Introduction
Apache Spark is a unified analytics engine for large-scale data processing, but creating a runnable Spark job on Kubernetes can be complicated. You need to compile your application and all its dependencies and then build a runnable container that can launch and monitor your job on Kubernetes. This creates a number of hoops you have to jump through before you can run your code. This tutorial simplifies that process by showing how you can use Tekton Pipelines to automate the deployment of a Spark job on Kubernetes.
Prerequisites
- A Kubernetes cluster, using version 1.16+
- A Spark application in GitHub (example repo)
- A Dockerfile in the GitHub repo that does a source-to-image style build
- A container registry (such as Docker Hub or IBM Cloud Container Registry)
- The Kubernetes Operator for Apache Spark installed on your cluster
- The
default
service account in your namespace has the RBAC permissions necessary to run SparkApplications - A SparkApplication resource definition for your (job)
Estimated Time
This tutorial should take you approximately 15 to 20 minutes to complete.
Steps
Install Tekton Pipelines
Install Tekton Pipelines on your cluster by running the following command:
kubectl apply --filename https://storage.googleapis.com/tekton-releases/pipeline/latest/release.yaml
Note: At the time of writing, this command installs release v0.22.0. You can also install a different version by following the instructions to install a specific release.

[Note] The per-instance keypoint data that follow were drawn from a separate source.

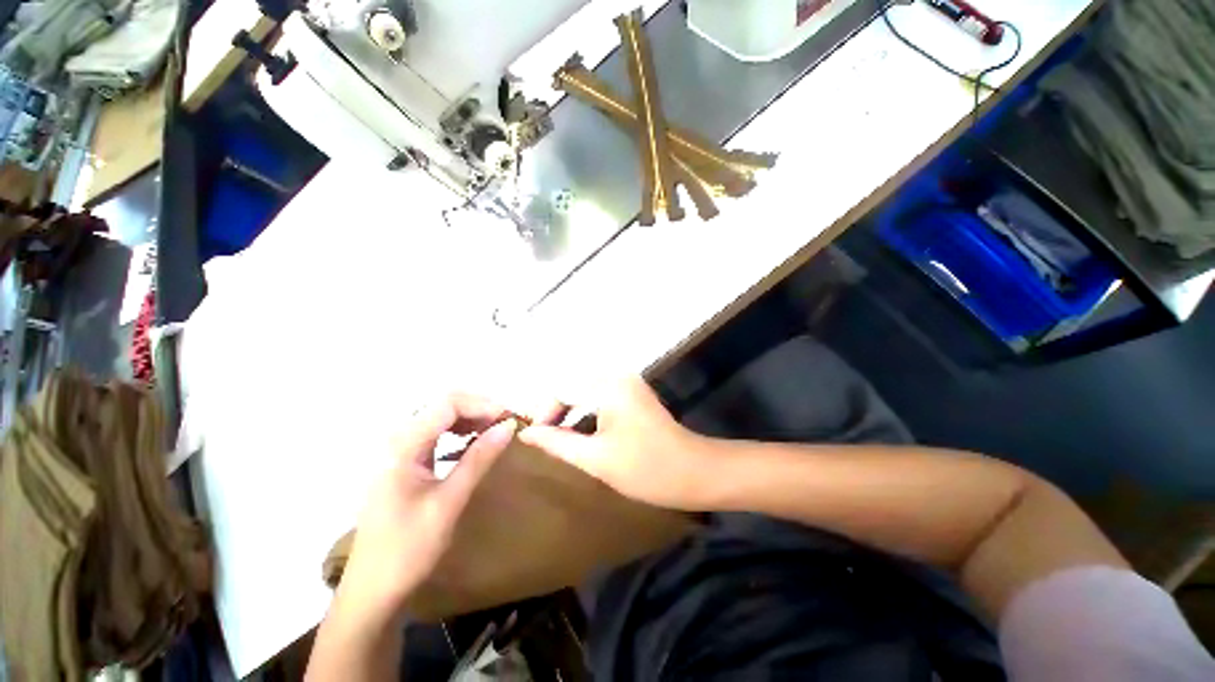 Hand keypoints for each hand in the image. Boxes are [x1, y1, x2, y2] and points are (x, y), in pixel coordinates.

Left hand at [337, 394, 519, 619]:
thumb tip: (508, 425)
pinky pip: (433, 432)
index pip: (447, 404)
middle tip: (504, 424)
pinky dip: (457, 431)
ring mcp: (396, 450)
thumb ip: (479, 458)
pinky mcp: (401, 461)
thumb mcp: (450, 501)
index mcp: (402, 446)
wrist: (372, 590)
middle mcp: (395, 439)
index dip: (481, 404)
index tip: (508, 418)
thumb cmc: (409, 548)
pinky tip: (471, 443)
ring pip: (438, 416)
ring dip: (469, 418)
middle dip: (477, 408)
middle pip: (442, 405)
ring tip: (493, 431)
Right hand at [519, 376, 711, 510]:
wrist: (694, 471)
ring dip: (571, 411)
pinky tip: (582, 431)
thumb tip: (527, 433)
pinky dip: (587, 411)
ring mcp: (628, 382)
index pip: (562, 389)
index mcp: (608, 386)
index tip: (535, 438)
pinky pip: (600, 395)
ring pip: (585, 390)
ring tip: (559, 436)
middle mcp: (617, 375)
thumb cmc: (645, 468)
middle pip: (573, 385)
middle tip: (545, 438)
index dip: (544, 413)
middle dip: (557, 411)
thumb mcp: (595, 458)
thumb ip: (557, 442)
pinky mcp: (633, 391) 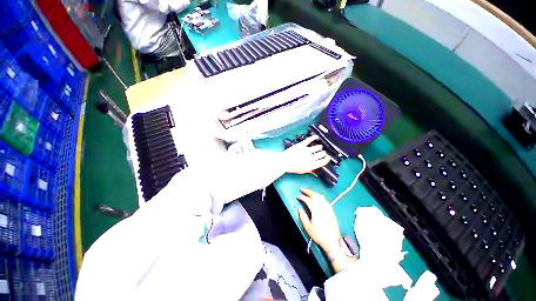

Install Tekton CLI and Dashboard
While not necessary, you can optionally install tools to make it easier to view the status of your Tekton jobs. If you want a command line-based option, install the Tekton CLI by following the operating system-appropriate instructions.
For a graphical option, you can install the Tekton Dashboard by running the following command:
kubectl apply --filename https://github.com/tektoncd/dashboard/releases/latest/download/tekton-dashboard-release.yaml
Note: At the time of writing, this command installs release v0.15.0. You can also install a different version by following the instructions to install a specific release.
Install Tasks to the cluster
Now that you have installed Tekton, you can go about setting up your build pipeline. Your build process looks like this:
- Clone your git repository.
- Build your container image.
- Push your container to a container repository.
- Deploy your application to the cluster.
Tekton provides a catalog of common Tasks that you can use instead of having to reinvent the wheel. For this tutorial, there are preexisting Tasks for each step of the process.
To clone your repository, use the git-clone
Task:
kubectl apply -f https://raw.githubusercontent.com/tektoncd/catalog/master/task/git-clone/0.2/git-clone.yaml
The build and push steps are combined into a single kaniko
Task:
kubectl apply -f https://raw.githubusercontent.com/tektoncd/catalog/master/task/kaniko/0.1/kaniko.yaml
To deploy your image, use the kubectl-deploy-pod
Task:
kubectl apply -f https://raw.githubusercontent.com/tektoncd/catalog/master/task/kubectl-deploy-pod/0.1/kubectl-deploy-pod.yaml
That’s it. Now it’s time to combine these Tasks into a pipeline.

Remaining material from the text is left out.